■ **Description of the task**:
Which lines of the entries hold the string "Maurício"? Copy each one.

Top of Records for processing

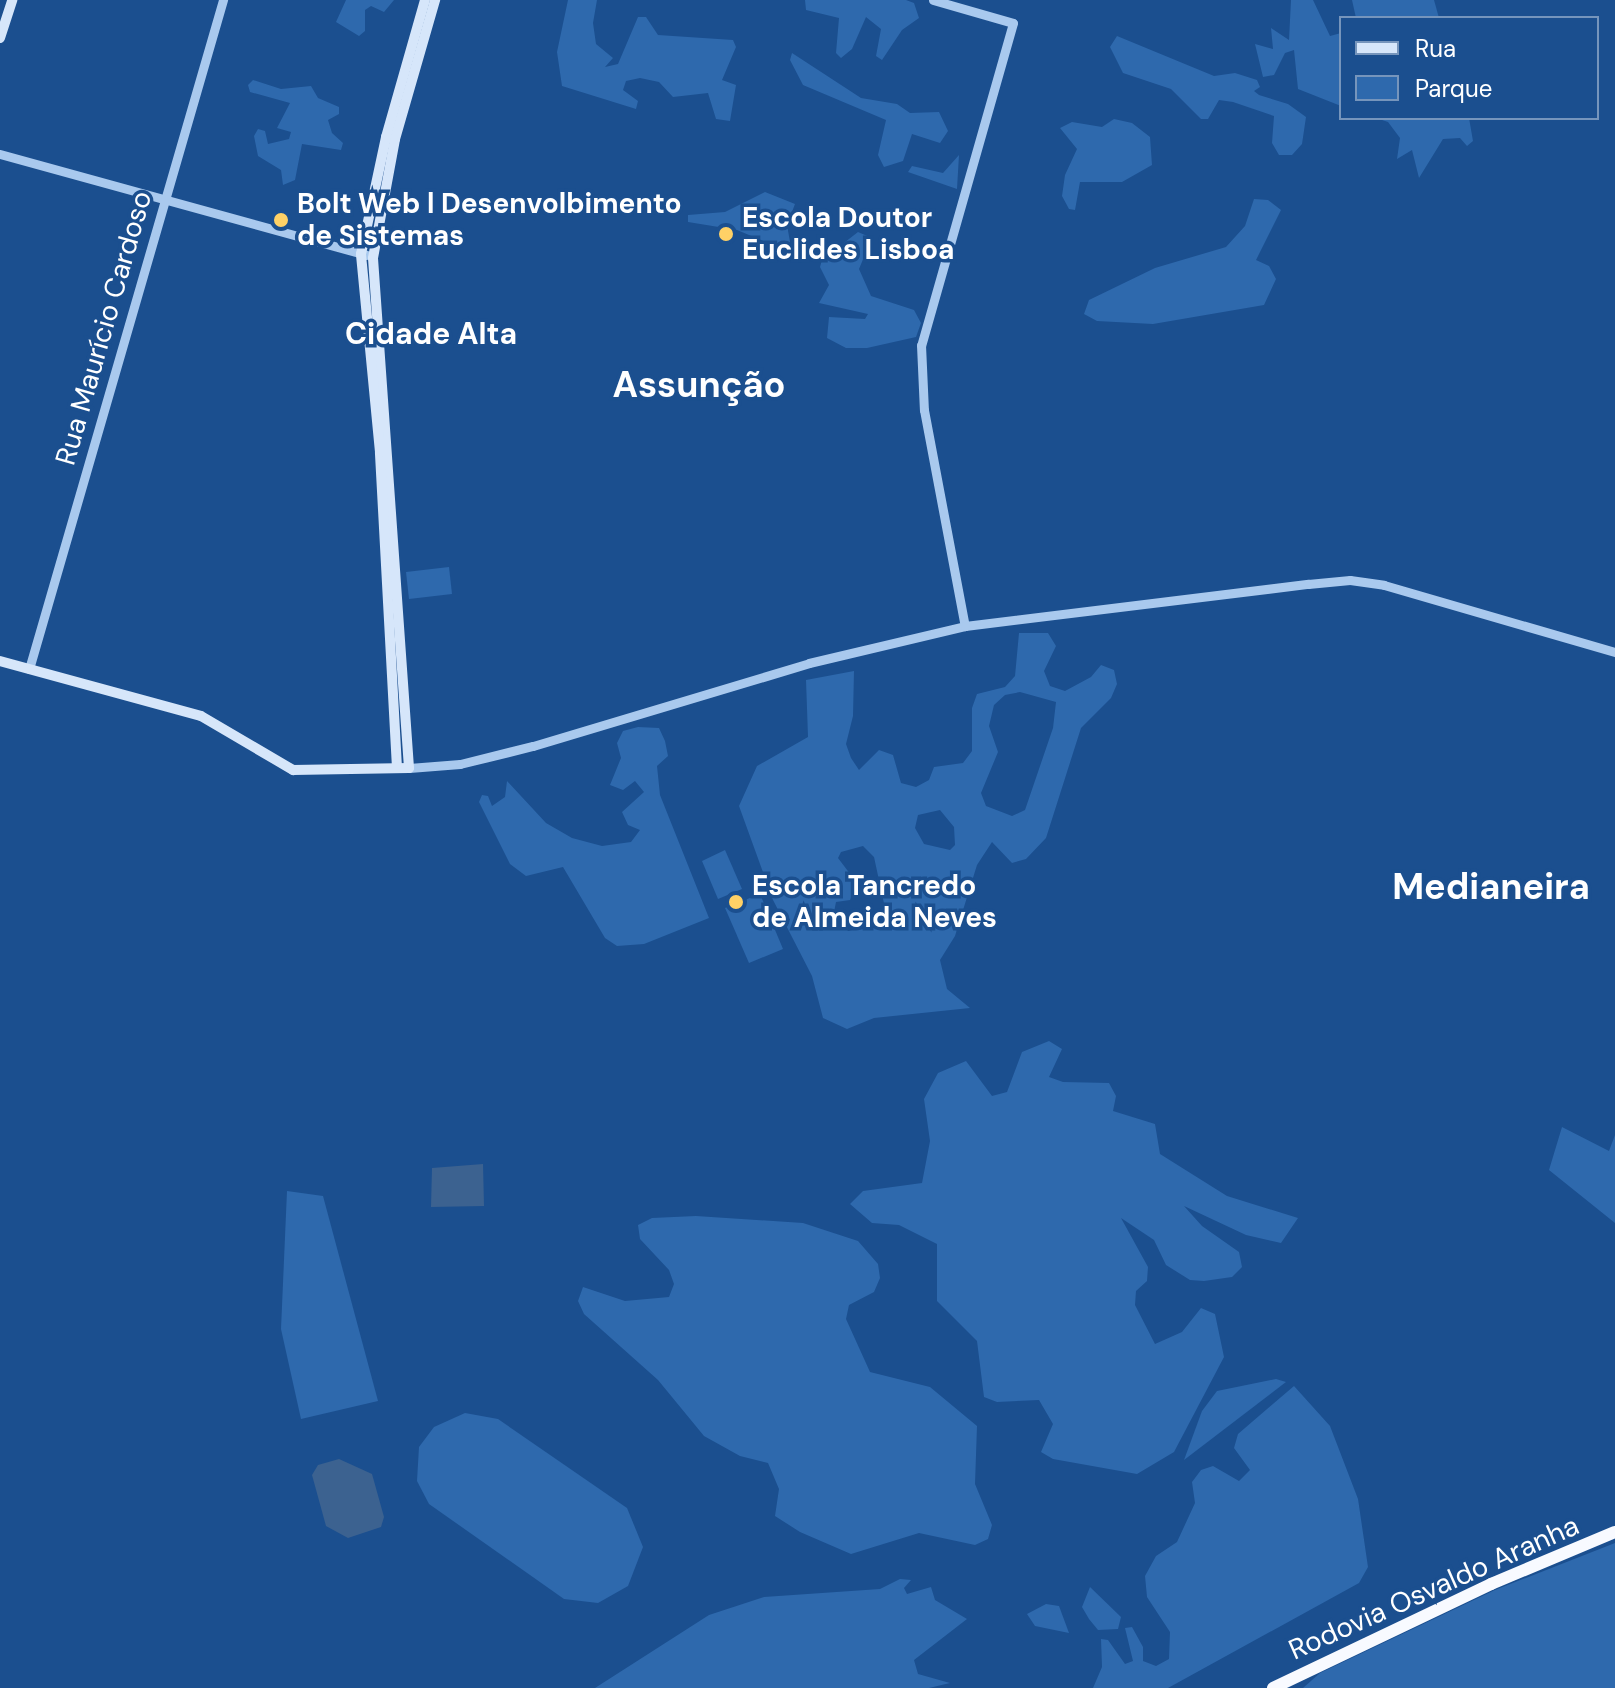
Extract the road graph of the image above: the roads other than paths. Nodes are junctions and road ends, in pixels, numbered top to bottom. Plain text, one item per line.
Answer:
1 (12, 0) edge
2 (223, 0) edge
3 (425, 0) edge
4 (435, 0) edge
5 (933, 0) edge
6 (0, 38) edge
7 (390, 138) junction
8 (0, 154) edge
9 (164, 199) junction
10 (361, 254) junction
11 (373, 258) junction
12 (381, 395) junction
13 (388, 516) junction
14 (400, 605) junction
15 (388, 606) junction
16 (965, 626) junction
17 (1615, 652) edge
18 (0, 661) edge
19 (29, 669) junction
20 (405, 690) junction
21 (393, 691) junction
22 (397, 768) junction
23 (409, 768) junction
24 (1615, 1532) edge
25 (1273, 1688) edge

1 - 6 main road
2 - 9 street, Rua Maurício Cardoso
3 - 7 main road
4 - 7 main road
5 - 16 street
7 - 10 main road
7 - 11 main road
8 - 9 street
9 - 10 street
9 - 19 street, Rua Maurício Cardoso
10 - 11 street
10 - 12 main road
11 - 12 main road
12 - 13 main road
13 - 14 main road
13 - 15 main road
14 - 15 main road
14 - 20 main road
15 - 21 main road
16 - 17 street
16 - 23 street
18 - 19 main road
19 - 22 main road
20 - 21 main road
20 - 23 main road
21 - 22 main road
22 - 23 main road
24 - 25 highway, Rodovia Osvaldo Aranha

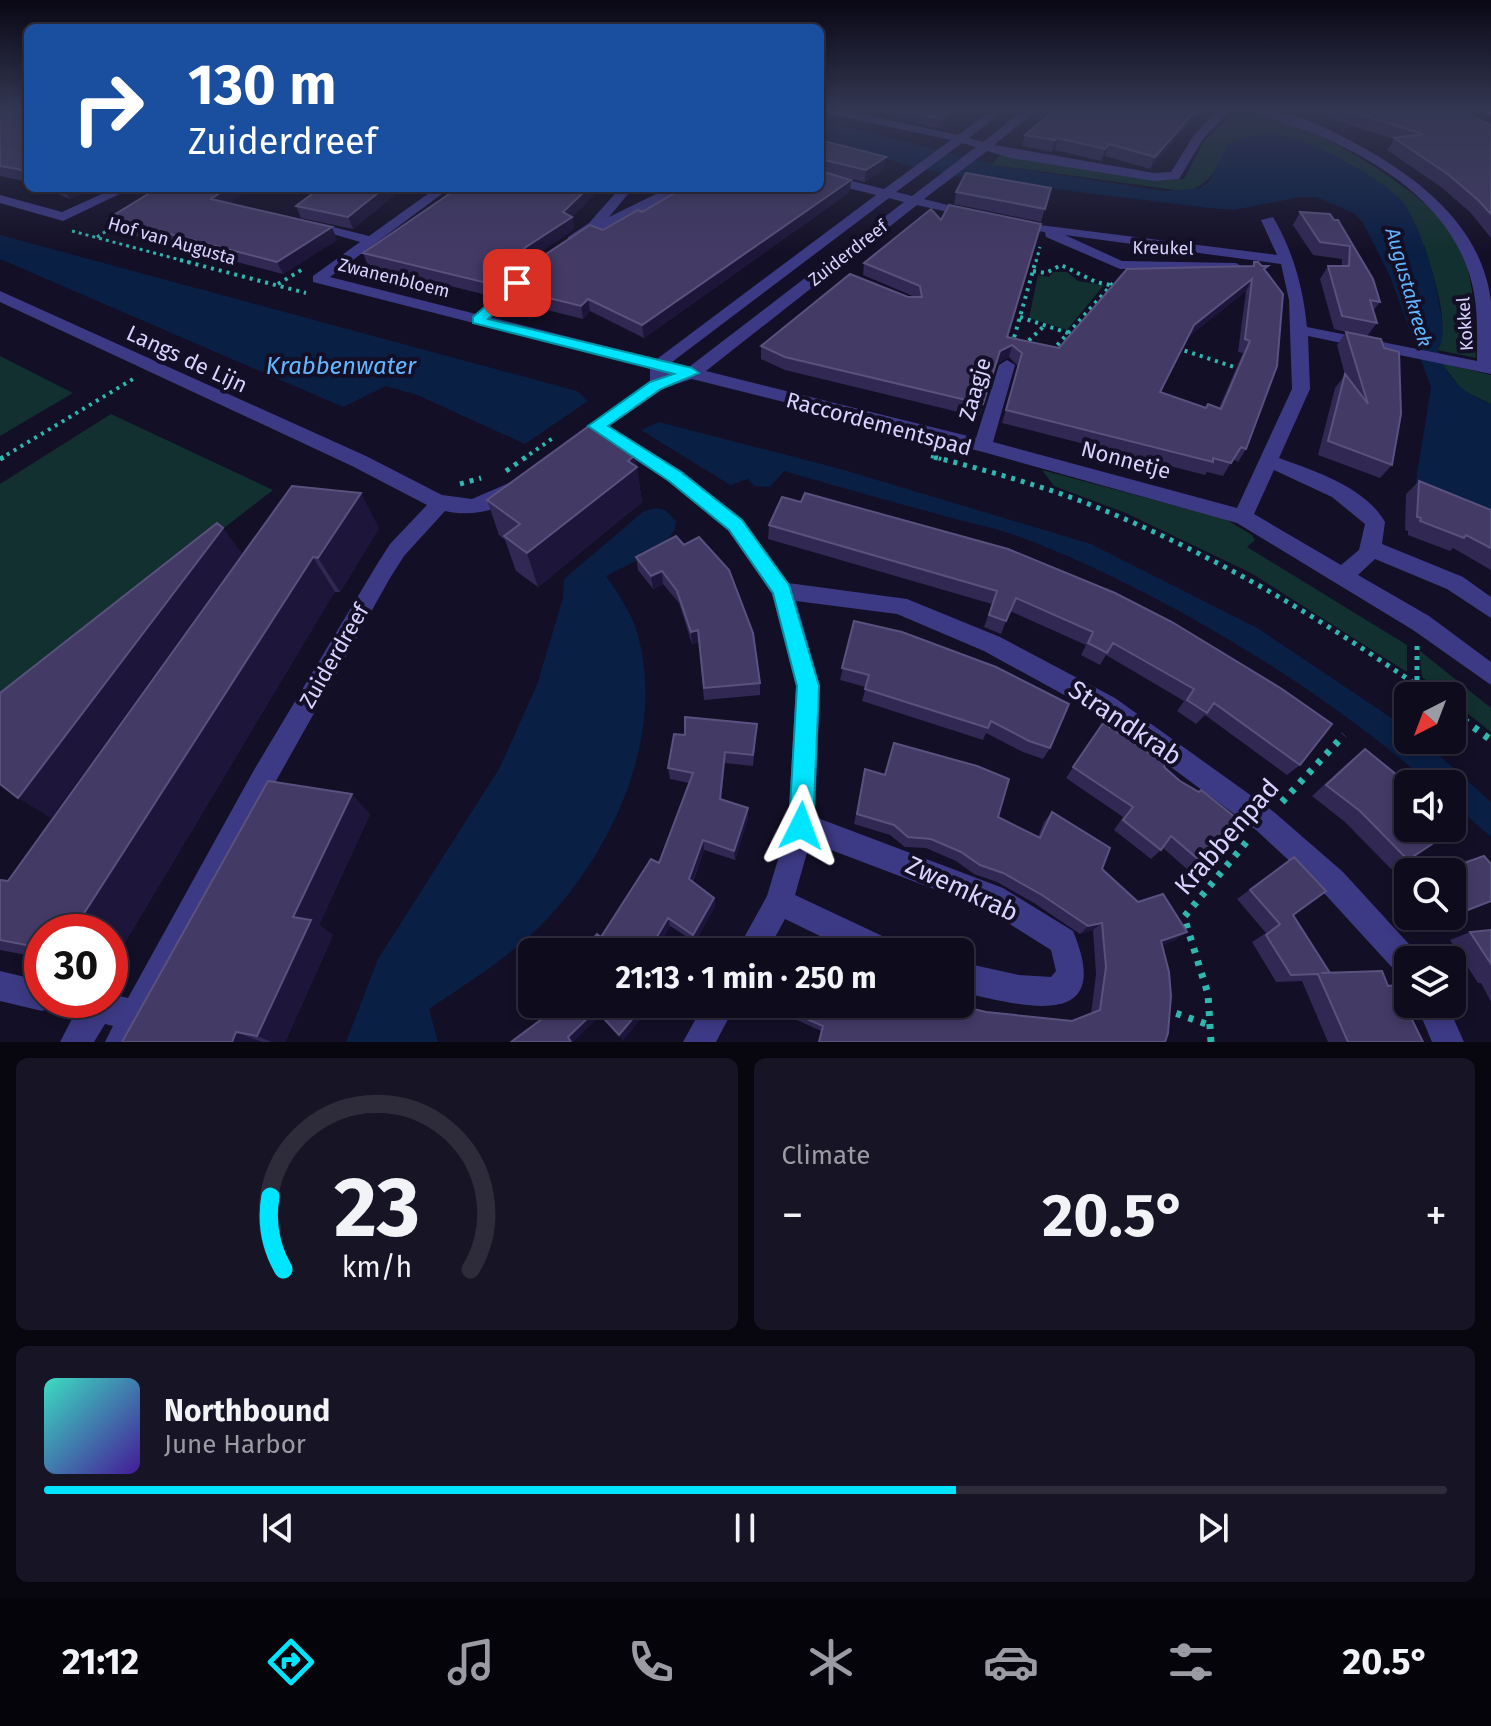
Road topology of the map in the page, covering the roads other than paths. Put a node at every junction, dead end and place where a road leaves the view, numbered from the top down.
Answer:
1 (938, 157) edge
2 (971, 157) edge
3 (1016, 157) edge
4 (1186, 157) edge
5 (1371, 157) edge
6 (824, 178) edge
7 (117, 192) edge
8 (438, 192) edge
9 (624, 192) edge
10 (670, 192) edge
11 (889, 195) junction
12 (0, 199) edge
13 (914, 203) junction
14 (1268, 220) dead end
15 (294, 222) edge
16 (594, 226) junction
17 (1045, 230) junction
18 (368, 240) junction
19 (559, 249) edge
20 (1287, 264) junction
21 (536, 265) edge
22 (0, 296) edge
23 (478, 320) junction
24 (1300, 330) junction
25 (1007, 365) road end
26 (1488, 368) edge
27 (692, 373) junction
28 (657, 376) junction
29 (596, 426) junction
30 (983, 446) junction
31 (558, 454) edge
32 (1269, 461) junction
33 (519, 483) edge
34 (442, 502) junction
35 (1243, 517) junction
36 (1372, 549) junction
37 (1341, 574) junction
38 (782, 591) junction
39 (1491, 609) edge
40 (1491, 675) edge
41 (801, 826) junction
42 (779, 902) junction
43 (759, 938) edge
44 (855, 938) edge
45 (1394, 949) edge
46 (974, 980) edge
47 (0, 986) edge
48 (24, 992) edge
49 (128, 1014) edge
50 (136, 1015) junction
51 (91, 1018) edge
52 (713, 1018) edge
53 (1437, 1018) edge
54 (76, 1042) edge
55 (121, 1042) edge
56 (699, 1042) edge
57 (1448, 1042) edge

1 - 11 street, Zuiderdreef
2 - 13 street, Zuiderdreef
3 - 4 street
5 - 26 street, Kokkel
6 - 11 street
7 - 12 street
8 - 18 street, Zwanenbloem
9 - 16 street
10 - 16 street
11 - 13 street, Kreukel
11 - 28 street, Zuiderdreef
13 - 17 street, Kreukel
13 - 27 street, Zuiderdreef
14 - 20 street
15 - 18 street
16 - 19 street
17 - 20 street, Kreukel
17 - 20 street, Kreukel
18 - 23 street, Zwanenbloem
20 - 24 street
21 - 23 street
22 - 34 street, Langs de Lijn
23 - 28 street, Zwanenbloem
24 - 26 street
24 - 32 street
25 - 30 street, Zaagje
27 - 28 street, Zwanenbloem
27 - 30 street, Nonnetje
28 - 29 street, Zuiderdreef
29 - 31 street, Zuiderdreef
29 - 38 street
30 - 35 street, Nonnetje
32 - 35 street
32 - 36 street
33 - 34 street
34 - 50 street, Zuiderdreef
35 - 37 street, Nonnetje
36 - 37 street
36 - 39 street
37 - 40 street, Nonnetje
38 - 41 street
38 - 45 street, Strandkrab
41 - 42 street
41 - 46 street, Zwemkrab
42 - 43 street
42 - 44 street
47 - 48 street
49 - 50 street
50 - 55 street, Zuiderdreef
51 - 54 street
52 - 56 street
53 - 57 street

Bottom of Records for processing

■ **The answer**:
2 - 9 street, Rua Maurício Cardoso
9 - 19 street, Rua Maurício Cardoso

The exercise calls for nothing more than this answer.